---------- RECORDS TO PROCESS ----------

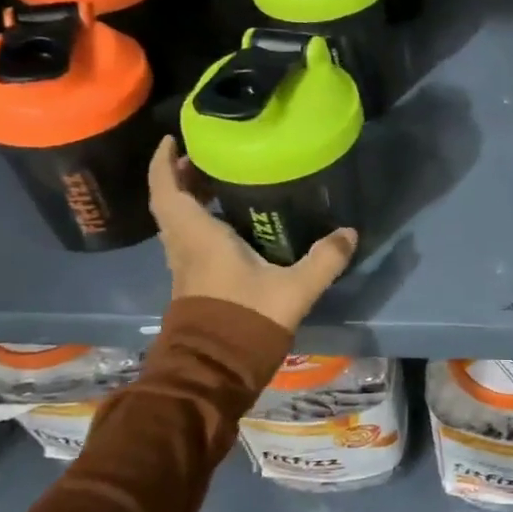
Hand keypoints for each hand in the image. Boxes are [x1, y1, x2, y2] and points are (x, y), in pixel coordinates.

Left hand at [148, 139, 357, 333]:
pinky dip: (201, 223)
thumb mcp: (295, 288)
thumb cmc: (245, 320)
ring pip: (179, 223)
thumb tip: (349, 232)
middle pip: (171, 203)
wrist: (213, 373)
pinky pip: (190, 241)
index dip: (163, 162)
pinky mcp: (194, 285)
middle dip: (183, 176)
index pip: (167, 190)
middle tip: (209, 157)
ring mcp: (185, 268)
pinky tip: (232, 225)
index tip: (172, 139)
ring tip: (222, 183)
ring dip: (191, 200)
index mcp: (198, 237)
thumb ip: (324, 259)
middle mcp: (184, 247)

----------

## TASK ITEM
Your task is to transcribe, with no changes, only the lines of the listing above that lie between the line holding "pinky dip: (201, 223)" and the line holding "middle tip: (209, 157)", inclusive.

## RESULT
pinky dip: (201, 223)
thumb mcp: (295, 288)
thumb cmc: (245, 320)
ring pip: (179, 223)
thumb tip: (349, 232)
middle pip: (171, 203)
wrist: (213, 373)
pinky pip: (190, 241)
index dip: (163, 162)
pinky mcp: (194, 285)
middle dip: (183, 176)
index pip: (167, 190)
middle tip: (209, 157)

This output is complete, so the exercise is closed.